Area-Maintainers-Documentation Issue-Enhancement

Most helpful comment

The link in WinPS should go to a landing page helping Windows PowerShell users migrate to PowerShell 7. We'll work on this content after GA since any changes we make in WinPS won't show up to users for awhile due to Windows release cycle.

All 6 comments

/cc @joeyaiello @SteveL-MSFT @sdwheeler for information

We also need to update the message to not be version specific

with respect to the how it works today steps 3 to 6 - I just teach folks to download the Install-PowerShell script from GitHub.

I know there are loads of very cool one-liners to do this, But here is a more workmanlike and hopefully clearer version of what I use:

New-Item -Path C:\Foo
Set-Location -Path C:\Foo
$URI = "https://aka.ms/install-powershell.ps1"
Invoke-RestMethod -Uri $URI | 
  Out-File -FilePath C:\Foo\Install-PowerShell.ps1
C:\Foo\Install-PowerShell.ps1 -UseMSI -Quiet

For the brave, you can specify the preview or even the daily build (not for the faint-hearted).

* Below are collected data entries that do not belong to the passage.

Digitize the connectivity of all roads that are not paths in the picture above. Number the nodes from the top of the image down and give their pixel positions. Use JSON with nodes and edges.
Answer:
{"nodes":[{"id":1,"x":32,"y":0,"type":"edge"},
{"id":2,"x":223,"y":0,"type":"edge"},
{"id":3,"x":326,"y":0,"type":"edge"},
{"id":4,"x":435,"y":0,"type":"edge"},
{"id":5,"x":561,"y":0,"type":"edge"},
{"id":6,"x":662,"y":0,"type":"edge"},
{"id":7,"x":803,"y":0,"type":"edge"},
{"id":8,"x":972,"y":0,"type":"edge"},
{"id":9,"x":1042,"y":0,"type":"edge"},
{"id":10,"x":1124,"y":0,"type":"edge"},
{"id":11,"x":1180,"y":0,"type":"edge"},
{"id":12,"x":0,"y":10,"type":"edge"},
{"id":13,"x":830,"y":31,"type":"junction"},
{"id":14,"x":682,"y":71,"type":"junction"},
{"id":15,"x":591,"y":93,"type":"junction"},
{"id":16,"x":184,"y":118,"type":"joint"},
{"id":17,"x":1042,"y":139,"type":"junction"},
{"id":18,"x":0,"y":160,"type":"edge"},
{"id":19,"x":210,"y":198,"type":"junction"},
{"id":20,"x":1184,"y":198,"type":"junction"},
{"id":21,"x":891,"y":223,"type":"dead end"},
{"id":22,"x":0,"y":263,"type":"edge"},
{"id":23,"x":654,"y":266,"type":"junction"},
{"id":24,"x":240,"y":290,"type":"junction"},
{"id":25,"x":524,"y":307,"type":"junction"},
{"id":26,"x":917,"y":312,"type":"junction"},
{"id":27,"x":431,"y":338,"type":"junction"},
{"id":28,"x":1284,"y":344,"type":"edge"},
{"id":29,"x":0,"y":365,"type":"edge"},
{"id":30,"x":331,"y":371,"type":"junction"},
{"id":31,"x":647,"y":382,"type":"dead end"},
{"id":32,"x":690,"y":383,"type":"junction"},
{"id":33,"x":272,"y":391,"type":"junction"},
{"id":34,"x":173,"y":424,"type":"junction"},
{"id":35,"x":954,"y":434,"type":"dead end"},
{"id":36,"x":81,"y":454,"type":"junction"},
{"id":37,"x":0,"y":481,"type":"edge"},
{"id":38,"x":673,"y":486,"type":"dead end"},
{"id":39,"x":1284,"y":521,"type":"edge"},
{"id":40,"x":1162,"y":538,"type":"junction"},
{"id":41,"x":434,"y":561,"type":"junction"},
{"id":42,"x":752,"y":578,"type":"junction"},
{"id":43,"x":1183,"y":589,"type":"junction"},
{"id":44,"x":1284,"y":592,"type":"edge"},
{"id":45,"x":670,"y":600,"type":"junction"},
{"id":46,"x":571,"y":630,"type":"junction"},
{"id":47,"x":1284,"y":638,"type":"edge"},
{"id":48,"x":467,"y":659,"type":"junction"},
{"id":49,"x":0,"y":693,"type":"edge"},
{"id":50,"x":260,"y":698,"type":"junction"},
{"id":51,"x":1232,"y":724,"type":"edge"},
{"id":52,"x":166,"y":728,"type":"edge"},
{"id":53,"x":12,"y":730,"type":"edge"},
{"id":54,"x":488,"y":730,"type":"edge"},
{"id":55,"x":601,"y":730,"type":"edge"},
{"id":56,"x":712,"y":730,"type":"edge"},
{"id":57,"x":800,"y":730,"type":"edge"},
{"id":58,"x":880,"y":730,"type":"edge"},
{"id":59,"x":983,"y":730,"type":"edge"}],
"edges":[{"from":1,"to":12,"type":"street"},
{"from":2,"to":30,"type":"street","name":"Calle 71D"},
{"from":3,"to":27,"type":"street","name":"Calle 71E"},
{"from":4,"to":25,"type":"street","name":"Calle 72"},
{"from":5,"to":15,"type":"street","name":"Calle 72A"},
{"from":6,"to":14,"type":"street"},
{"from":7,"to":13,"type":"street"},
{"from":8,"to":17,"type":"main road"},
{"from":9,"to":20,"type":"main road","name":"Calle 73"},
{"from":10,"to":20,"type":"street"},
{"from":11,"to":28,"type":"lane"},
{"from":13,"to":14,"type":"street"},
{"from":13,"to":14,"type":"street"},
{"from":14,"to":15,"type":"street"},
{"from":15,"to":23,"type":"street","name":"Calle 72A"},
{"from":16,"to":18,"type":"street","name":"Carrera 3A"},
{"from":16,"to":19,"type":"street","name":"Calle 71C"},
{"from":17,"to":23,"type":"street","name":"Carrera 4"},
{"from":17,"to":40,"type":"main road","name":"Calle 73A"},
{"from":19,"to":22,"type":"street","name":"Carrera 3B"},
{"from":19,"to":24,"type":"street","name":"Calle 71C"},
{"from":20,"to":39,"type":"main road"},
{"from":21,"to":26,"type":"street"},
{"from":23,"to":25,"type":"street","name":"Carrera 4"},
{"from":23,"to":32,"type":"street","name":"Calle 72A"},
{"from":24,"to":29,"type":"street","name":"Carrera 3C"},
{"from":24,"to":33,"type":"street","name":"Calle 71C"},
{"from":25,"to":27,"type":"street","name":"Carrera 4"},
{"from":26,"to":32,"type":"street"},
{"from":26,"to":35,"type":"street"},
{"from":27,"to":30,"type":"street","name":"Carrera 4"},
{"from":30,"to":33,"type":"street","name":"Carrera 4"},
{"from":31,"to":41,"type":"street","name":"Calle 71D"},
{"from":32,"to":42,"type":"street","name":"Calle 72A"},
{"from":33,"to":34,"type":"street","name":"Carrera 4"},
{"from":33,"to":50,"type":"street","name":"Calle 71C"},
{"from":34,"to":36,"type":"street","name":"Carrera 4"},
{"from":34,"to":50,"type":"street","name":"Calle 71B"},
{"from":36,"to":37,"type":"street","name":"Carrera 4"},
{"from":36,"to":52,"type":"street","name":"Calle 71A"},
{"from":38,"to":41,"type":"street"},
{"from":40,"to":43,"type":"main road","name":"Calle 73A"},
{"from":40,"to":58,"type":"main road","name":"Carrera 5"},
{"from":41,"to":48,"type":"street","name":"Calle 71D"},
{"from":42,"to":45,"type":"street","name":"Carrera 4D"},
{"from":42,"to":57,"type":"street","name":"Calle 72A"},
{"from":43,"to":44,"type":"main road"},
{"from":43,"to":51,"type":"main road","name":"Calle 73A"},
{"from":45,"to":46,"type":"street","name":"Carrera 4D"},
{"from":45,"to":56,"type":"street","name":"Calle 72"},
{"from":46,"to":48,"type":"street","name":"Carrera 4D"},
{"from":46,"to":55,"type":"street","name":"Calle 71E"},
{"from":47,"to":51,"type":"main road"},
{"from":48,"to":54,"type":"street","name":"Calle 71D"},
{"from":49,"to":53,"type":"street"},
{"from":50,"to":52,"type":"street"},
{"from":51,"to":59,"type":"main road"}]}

Once downloaded, one can then just rerun it (eg to install a new daily build).

Suggest to add feedback link in error prompt。

We also need to update the message to not be version specific

We already use https://aka.ms/powershell

Official product documentation for PowerShell

The link in WinPS should go to a landing page helping Windows PowerShell users migrate to PowerShell 7. We'll work on this content after GA since any changes we make in WinPS won't show up to users for awhile due to Windows release cycle.